I am needed to leave pretty much asap, because it's clear that he doesn't want me here anymore.
I'm willing to clean n shit, just I don't cook because it's something I'm bad at.
Just, I don't know, I need some help.


----------



## finn (May 24, 2010)

I know of some good summer squatable DC areas (if you have a tent/hammock/bivy), and it's pretty good for job hunting, but it's a pretty good distance from where you are.


----------



## Pheonix (May 24, 2010)

I'd let you stay out at my farm in OK but it's so far out in the country that if you have no vehicle you have no chance of finding a job. I'd say the best place I can think of and it's not very far from you is Columbus,OH. Its not like it used to be there but if you go to Bernie's distillery at night you will find the columbus punk crowd and someone there might be able to help you. its on 16th ave and N high st across from the OSU campus


----------



## graven (May 25, 2010)

If you are looking for a town with things to do, people to hang out with, and hell of a lot of resources for those in need, I recommend Ann Arbor, MI. It's not too far from Indianapolis, there's a lot of young folks there, and the town is pretty much used to seeing people from all over the world hang out there. Getting a job, a place, some connections shouldn't be tough.

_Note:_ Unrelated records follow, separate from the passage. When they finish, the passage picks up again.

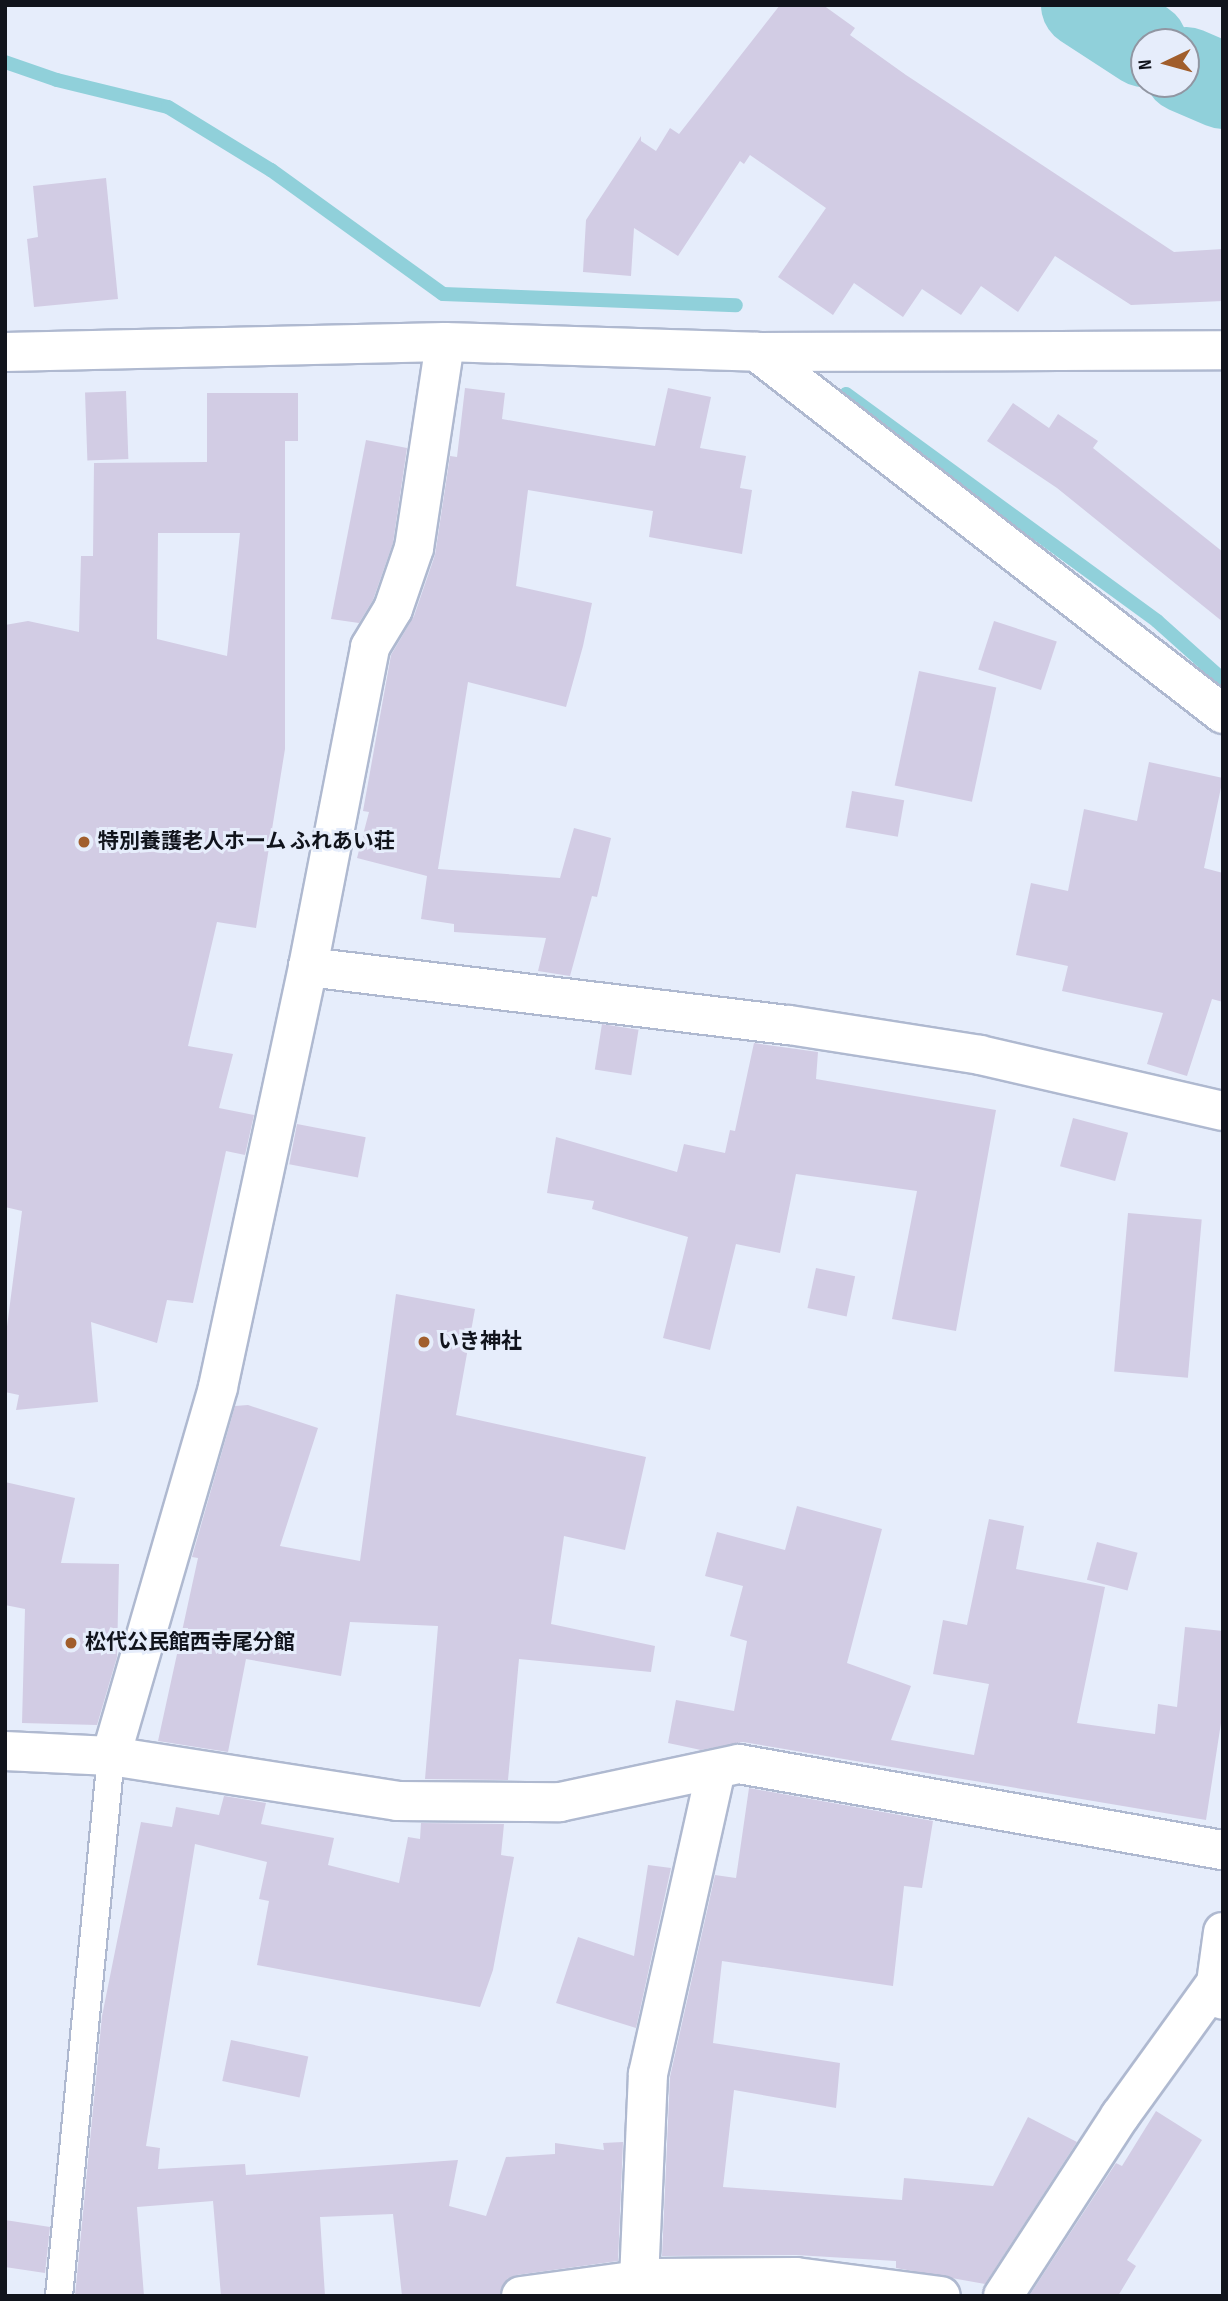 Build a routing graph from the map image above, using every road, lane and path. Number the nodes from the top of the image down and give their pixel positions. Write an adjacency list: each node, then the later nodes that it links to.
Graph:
1 (445, 342): 3 (street); 4 (street); 6 (street)
2 (1223, 350): 4 (street)
3 (5, 352)
4 (757, 352): 5 (street)
5 (1223, 714)
6 (308, 967): 7 (street); 9 (street)
7 (1223, 1111)
8 (5, 1751): 9 (street)
9 (111, 1756): 10 (street); 16 (lane)
10 (716, 1769): 11 (street); 14 (street)
11 (1223, 1850)
12 (1223, 1932): 13 (street)
13 (1219, 1992): 18 (street)
14 (639, 2280): 15 (street); 17 (street)
15 (916, 2295)
16 (59, 2296)
17 (521, 2296)
18 (1003, 2296) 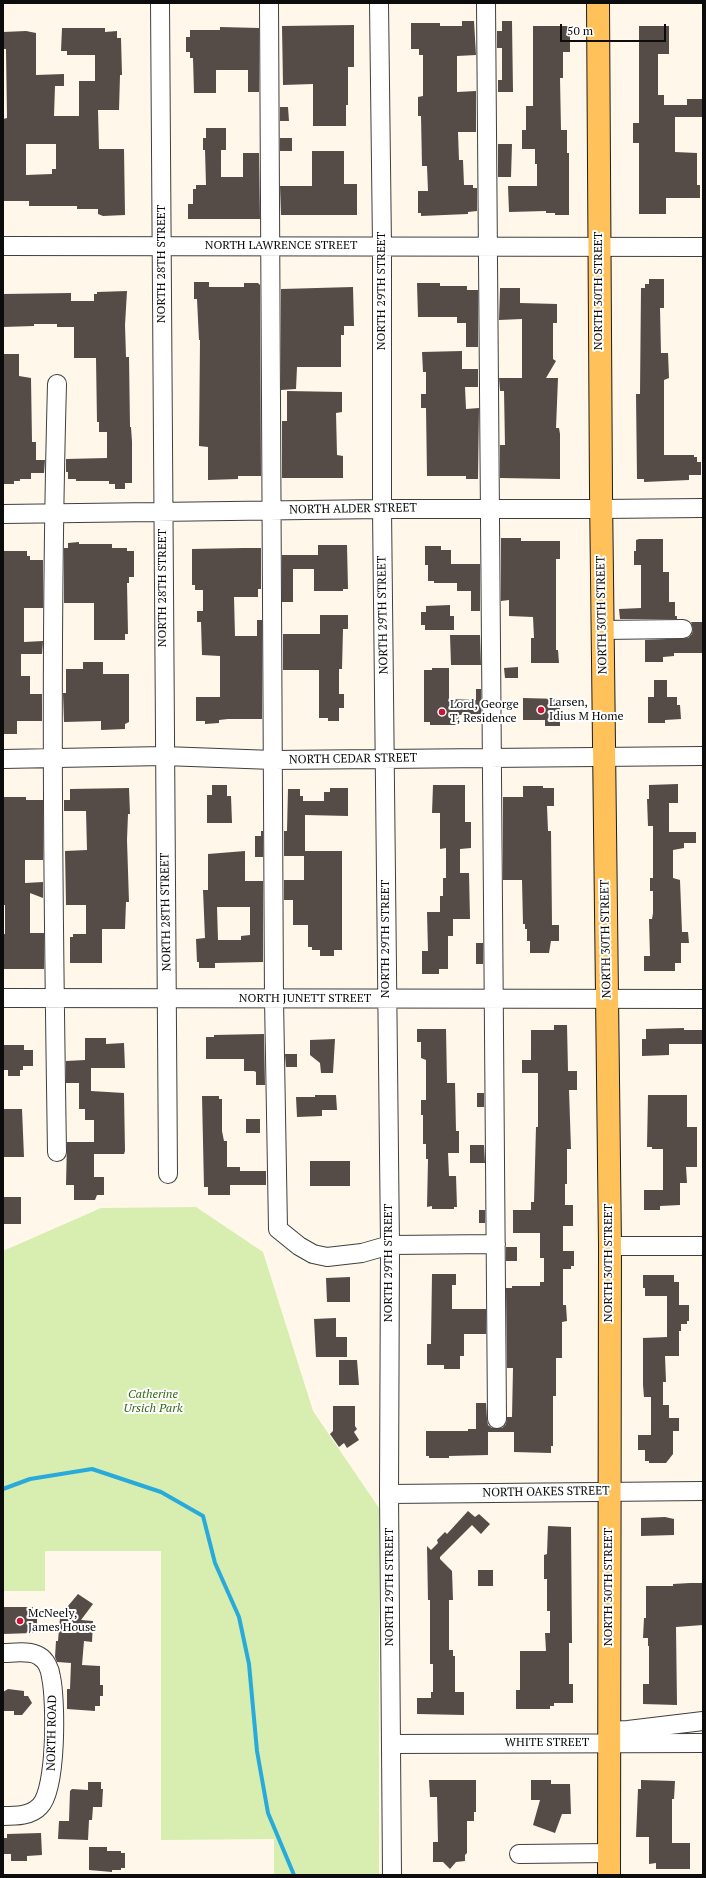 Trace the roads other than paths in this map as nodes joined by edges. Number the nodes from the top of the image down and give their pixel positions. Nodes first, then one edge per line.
1 (160, 3) edge
2 (269, 3) edge
3 (379, 3) edge
4 (486, 3) edge
5 (598, 3) edge
6 (3, 246) edge
7 (162, 246) junction
8 (270, 246) junction
9 (382, 246) junction
10 (488, 246) junction
11 (599, 247) junction
12 (703, 247) edge
13 (57, 384) dead end
14 (382, 508) junction
15 (490, 508) junction
16 (703, 508) edge
17 (271, 510) junction
18 (601, 510) junction
19 (163, 511) junction
20 (3, 514) edge
21 (53, 514) junction
22 (602, 630) junction
23 (683, 630) dead end
24 (164, 756) junction
25 (703, 756) edge
26 (604, 757) junction
27 (53, 758) junction
28 (492, 758) junction
29 (3, 759) edge
30 (385, 759) junction
31 (272, 760) junction
32 (3, 998) edge
33 (55, 998) junction
34 (167, 999) junction
35 (274, 999) junction
36 (387, 999) junction
37 (494, 999) junction
38 (607, 999) junction
39 (703, 999) edge
40 (57, 1152) dead end
41 (168, 1174) dead end
42 (496, 1244) junction
43 (390, 1245) junction
44 (610, 1246) junction
45 (703, 1246) edge
46 (497, 1419) dead end
47 (703, 1491) edge
48 (609, 1492) junction
49 (389, 1494) junction
50 (3, 1653) edge
51 (703, 1721) edge
52 (609, 1737) junction
53 (703, 1743) edge
54 (391, 1744) junction
55 (3, 1816) edge
56 (609, 1853) junction
57 (519, 1854) dead end
58 (392, 1875) edge
59 (609, 1875) edge

1 - 7 street, NORTH 28TH STREET
2 - 8 street
3 - 9 street, NORTH 29TH STREET
4 - 10 street
5 - 11 main road, NORTH 30TH STREET
6 - 7 street, NORTH LAWRENCE STREET
7 - 8 street, NORTH LAWRENCE STREET
7 - 19 street, NORTH 28TH STREET
8 - 9 street, NORTH LAWRENCE STREET
8 - 17 street
9 - 10 street, NORTH LAWRENCE STREET
9 - 14 street, NORTH 29TH STREET
10 - 11 street, NORTH LAWRENCE STREET
10 - 15 street
11 - 12 street, NORTH LAWRENCE STREET
11 - 18 main road, NORTH 30TH STREET
13 - 21 street
14 - 15 street, NORTH ALDER STREET
14 - 17 street, NORTH ALDER STREET
14 - 30 street, NORTH 29TH STREET
15 - 18 street, NORTH ALDER STREET
15 - 28 street
16 - 18 street, NORTH ALDER STREET
17 - 19 street, NORTH ALDER STREET
17 - 31 street
18 - 22 main road, NORTH 30TH STREET
19 - 21 street, NORTH ALDER STREET
19 - 24 street, NORTH 28TH STREET
20 - 21 street, NORTH ALDER STREET
21 - 27 street
22 - 23 street
22 - 26 main road, NORTH 30TH STREET
24 - 27 street, NORTH CEDAR STREET
24 - 31 street, NORTH CEDAR STREET
24 - 34 street, NORTH 28TH STREET
25 - 26 street, NORTH CEDAR STREET
26 - 28 street, NORTH CEDAR STREET
26 - 38 main road, NORTH 30TH STREET
27 - 29 street, NORTH CEDAR STREET
27 - 33 street
28 - 30 street, NORTH CEDAR STREET
28 - 37 street
30 - 31 street, NORTH CEDAR STREET
30 - 36 street, NORTH 29TH STREET
31 - 35 street
32 - 33 street, NORTH JUNETT STREET
33 - 34 street, NORTH JUNETT STREET
33 - 40 street
34 - 35 street, NORTH JUNETT STREET
34 - 41 street, NORTH 28TH STREET
35 - 36 street, NORTH JUNETT STREET
35 - 43 street
36 - 37 street, NORTH JUNETT STREET
36 - 43 street, NORTH 29TH STREET
37 - 38 street, NORTH JUNETT STREET
37 - 42 street
38 - 39 street, NORTH JUNETT STREET
38 - 44 main road, NORTH 30TH STREET
42 - 43 street
42 - 46 street
43 - 49 street, NORTH 29TH STREET
44 - 45 street
44 - 48 main road, NORTH 30TH STREET
47 - 48 street, NORTH OAKES STREET
48 - 49 street, NORTH OAKES STREET
48 - 52 main road, NORTH 30TH STREET
49 - 54 street, NORTH 29TH STREET
50 - 55 street, NORTH ROAD
51 - 52 street
52 - 53 street, WHITE STREET
52 - 54 street, WHITE STREET
52 - 56 main road, NORTH 30TH STREET
54 - 58 street, NORTH 29TH STREET
56 - 57 street
56 - 59 main road, NORTH 30TH STREET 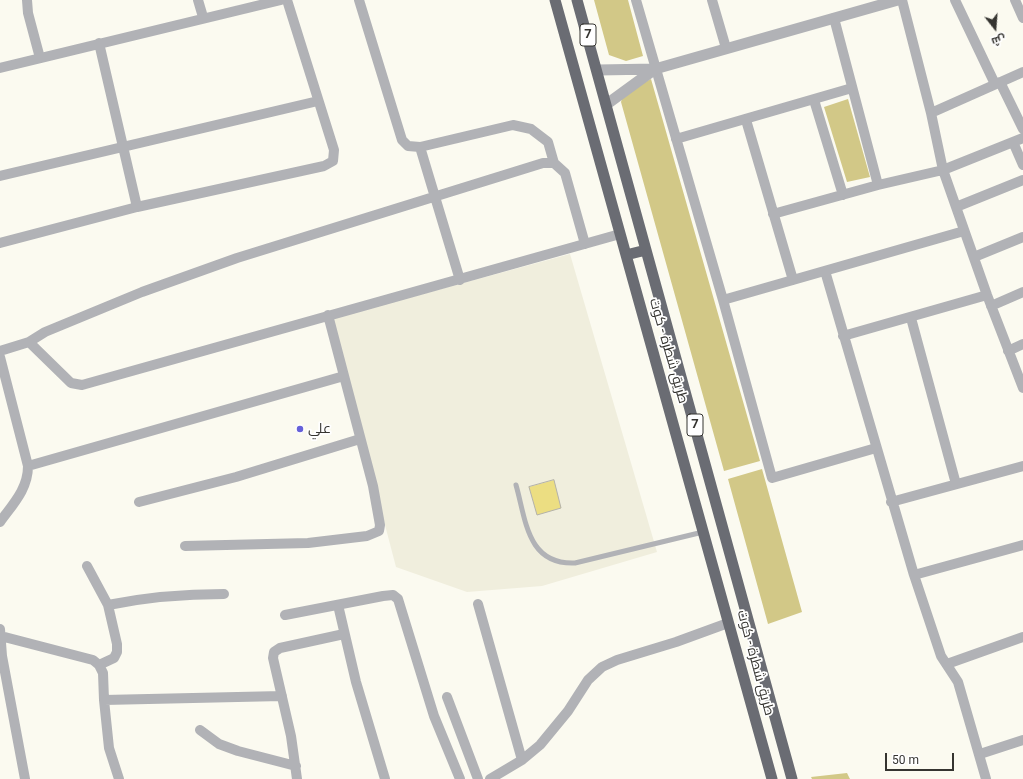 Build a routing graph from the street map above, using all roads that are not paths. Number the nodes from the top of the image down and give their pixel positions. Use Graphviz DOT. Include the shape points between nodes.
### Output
graph roads {
  1 [pos="27,0"];
  2 [pos="198,0"];
  3 [pos="281,0"];
  4 [pos="287,0"];
  5 [pos="359,0"];
  6 [pos="555,0"];
  7 [pos="577,0"];
  8 [pos="636,0"];
  9 [pos="712,0"];
  10 [pos="898,0"];
  11 [pos="902,0"];
  12 [pos="954,0"];
  13 [pos="1015,0"];
  14 [pos="259,2"];
  15 [pos="203,17"];
  16 [pos="834,18"];
  17 [pos="1023,18"];
  18 [pos="99,43"];
  19 [pos="726,48"];
  20 [pos="40,58"];
  21 [pos="0,68"];
  22 [pos="655,69"];
  23 [pos="598,70"];
  24 [pos="1023,72"];
  25 [pos="998,83"];
  26 [pos="852,88"];
  27 [pos="814,100"];
  28 [pos="318,101"];
  29 [pos="607,104"];
  30 [pos="931,113"];
  31 [pos="746,120"];
  32 [pos="1023,129"];
  33 [pos="1023,138"];
  34 [pos="676,139"];
  35 [pos="1013,142"];
  36 [pos="420,147"];
  37 [pos="122,148"];
  38 [pos="554,163"];
  39 [pos="1023,164"];
  40 [pos="943,170"];
  41 [pos="0,176"];
  42 [pos="1023,180"];
  43 [pos="878,185"];
  44 [pos="843,195"];
  45 [pos="435,197"];
  46 [pos="137,207"];
  47 [pos="956,207"];
  48 [pos="773,214"];
  49 [pos="964,231"];
  50 [pos="620,234"];
  51 [pos="1023,237"];
  52 [pos="0,243"];
  53 [pos="585,244"];
  54 [pos="646,250"];
  55 [pos="626,255"];
  56 [pos="974,257"];
  57 [pos="825,271"];
  58 [pos="460,280"];
  59 [pos="793,280"];
  60 [pos="1023,292"];
  61 [pos="987,295"];
  62 [pos="723,300"];
  63 [pos="991,306"];
  64 [pos="328,315"];
  65 [pos="912,318"];
  66 [pos="843,336"];
  67 [pos="29,342"];
  68 [pos="1023,344"];
  69 [pos="1008,350"];
  70 [pos="0,351"];
  71 [pos="0,357"];
  72 [pos="344,376"];
  73 [pos="1023,388"];
  74 [pos="360,439"];
  75 [pos="876,448"];
  76 [pos="28,466"];
  77 [pos="1023,466"];
  78 [pos="956,484"];
  79 [pos="516,485"];
  80 [pos="139,502"];
  81 [pos="891,502"];
  82 [pos="0,522"];
  83 [pos="704,532"];
  84 [pos="1023,545"];
  85 [pos="185,546"];
  86 [pos="86,566"];
  87 [pos="914,575"];
  88 [pos="224,594"];
  89 [pos="478,604"];
  90 [pos="108,605"];
  91 [pos="338,605"];
  92 [pos="285,615"];
  93 [pos="728,623"];
  94 [pos="0,632"];
  95 [pos="344,634"];
  96 [pos="1023,637"];
  97 [pos="1,657"];
  98 [pos="947,664"];
  99 [pos="99,665"];
  100 [pos="282,696"];
  101 [pos="447,697"];
  102 [pos="104,700"];
  103 [pos="200,730"];
  104 [pos="1023,740"];
  105 [pos="980,754"];
  106 [pos="522,760"];
  107 [pos="296,766"];
  108 [pos="25,779"];
  109 [pos="119,779"];
  110 [pos="297,779"];
  111 [pos="384,779"];
  112 [pos="460,779"];
  113 [pos="478,779"];
  114 [pos="490,779"];
  115 [pos="772,779"];
  116 [pos="792,779"];
  117 [pos="986,779"];
  1 -- 20 [label="street"];
  2 -- 15 [label="street"];
  3 -- 14 [label="street"];
  4 -- 28 [label="street"];
  5 -- 36 [label="street" via="402,140 408,146"];
  6 -- 50 [label="highway, طريق شطرة - كوت / 7"];
  7 -- 23 [label="highway, طريق شطرة - كوت / 7"];
  8 -- 22 [label="street"];
  9 -- 19 [label="street"];
  10 -- 16 [label="street"];
  11 -- 30 [label="street"];
  12 -- 25 [label="street"];
  13 -- 17 [label="street"];
  14 -- 15 [label="street"];
  15 -- 18 [label="street"];
  16 -- 19 [label="street"];
  16 -- 26 [label="street"];
  18 -- 20 [label="street"];
  18 -- 37 [label="street"];
  19 -- 22 [label="street"];
  20 -- 21 [label="street"];
  22 -- 23 [label="street"];
  22 -- 29 [label="street"];
  22 -- 34 [label="street"];
  23 -- 29 [label="highway, طريق شطرة - كوت / 7"];
  24 -- 25 [label="street"];
  25 -- 30 [label="street"];
  25 -- 32 [label="street"];
  26 -- 27 [label="street"];
  26 -- 43 [label="street"];
  27 -- 31 [label="street"];
  27 -- 44 [label="street"];
  28 -- 37 [label="street"];
  28 -- 46 [label="street" via="334,150 333,161 324,166"];
  29 -- 54 [label="highway, طريق شطرة - كوت / 7"];
  30 -- 40 [label="street"];
  31 -- 34 [label="street"];
  31 -- 48 [label="street"];
  33 -- 35 [label="street"];
  34 -- 62 [label="street"];
  35 -- 39 [label="street"];
  35 -- 40 [label="street"];
  36 -- 38 [label="street" via="513,125 532,129 548,142"];
  36 -- 45 [label="street"];
  37 -- 41 [label="street"];
  37 -- 46 [label="street"];
  38 -- 45 [label="street" via="543,163"];
  38 -- 53 [label="street" via="565,173"];
  40 -- 43 [label="street"];
  40 -- 47 [label="street"];
  42 -- 47 [label="street"];
  43 -- 44 [label="street"];
  44 -- 48 [label="street"];
  45 -- 58 [label="street"];
  45 -- 67 [label="street" via="237,258 142,292 45,332"];
  46 -- 52 [label="street"];
  47 -- 49 [label="street"];
  48 -- 59 [label="street"];
  49 -- 56 [label="street"];
  49 -- 57 [label="street"];
  50 -- 53 [label="street"];
  50 -- 55 [label="highway, طريق شطرة - كوت / 7"];
  51 -- 56 [label="street"];
  53 -- 58 [label="street"];
  54 -- 55 [label="highway"];
  54 -- 116 [label="highway, طريق شطرة - كوت / 7"];
  55 -- 83 [label="highway, طريق شطرة - كوت / 7"];
  56 -- 61 [label="street"];
  57 -- 59 [label="street"];
  57 -- 66 [label="street"];
  58 -- 64 [label="street"];
  59 -- 62 [label="street"];
  60 -- 63 [label="street"];
  61 -- 63 [label="street"];
  61 -- 65 [label="street"];
  62 -- 75 [label="street" via="772,478"];
  63 -- 69 [label="street"];
  64 -- 67 [label="street" via="157,366 82,385 71,384"];
  64 -- 72 [label="street"];
  65 -- 66 [label="street"];
  65 -- 78 [label="street"];
  66 -- 75 [label="street"];
  67 -- 70 [label="street"];
  68 -- 69 [label="street"];
  69 -- 73 [label="street"];
  71 -- 76 [label="street"];
  72 -- 74 [label="street"];
  72 -- 76 [label="street"];
  74 -- 80 [label="street" via="236,477"];
  74 -- 85 [label="street" via="380,525 376,533 308,543"];
  75 -- 81 [label="street"];
  76 -- 82 [label="street" via="26,485"];
  77 -- 78 [label="street"];
  78 -- 81 [label="street"];
  79 -- 83 [label="lane" via="532,543 546,557 561,563"];
  81 -- 87 [label="street"];
  83 -- 93 [label="highway, طريق شطرة - كوت / 7"];
  84 -- 87 [label="street"];
  86 -- 90 [label="street"];
  87 -- 98 [label="street" via="941,656"];
  88 -- 90 [label="street" via="146,597"];
  89 -- 106 [label="street"];
  90 -- 99 [label="street" via="117,652 114,658"];
  91 -- 92 [label="street"];
  91 -- 95 [label="street"];
  91 -- 112 [label="street" via="383,596 393,595 398,599 434,716"];
  93 -- 106 [label="street" via="602,667 588,680 568,711 540,745"];
  93 -- 115 [label="highway, طريق شطرة - كوت / 7"];
  94 -- 97 [label="street"];
  94 -- 99 [label="street" via="93,660"];
  95 -- 100 [label="street" via="280,648 274,652 273,658"];
  95 -- 111 [label="street"];
  96 -- 98 [label="street"];
  97 -- 108 [label="street"];
  98 -- 105 [label="street" via="958,682"];
  99 -- 102 [label="street" via="103,673"];
  100 -- 102 [label="street"];
  100 -- 107 [label="street"];
  101 -- 113 [label="street"];
  102 -- 109 [label="street" via="109,748"];
  103 -- 107 [label="street" via="219,744"];
  104 -- 105 [label="street"];
  105 -- 117 [label="street"];
  106 -- 114 [label="street"];
  107 -- 110 [label="street"];
}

Ann Arbor Food, Shelter, and Assistance
MySpace - Fleetwood Diner - 62 - Female - Ann Arbor, Michigan - myspace.com/fleetwooddiner
Ann Arbor Webcam - Weather Ann Arbor, University of Michigan (Ann Arbor, United States)
Culture in Ann Arbor, Michigan - Wikipedia, the free encyclopedia
Punk Week on MySpace Music - Free Streaming MP3s, Pictures & Music Downloads


----------



## Pheonix (May 25, 2010)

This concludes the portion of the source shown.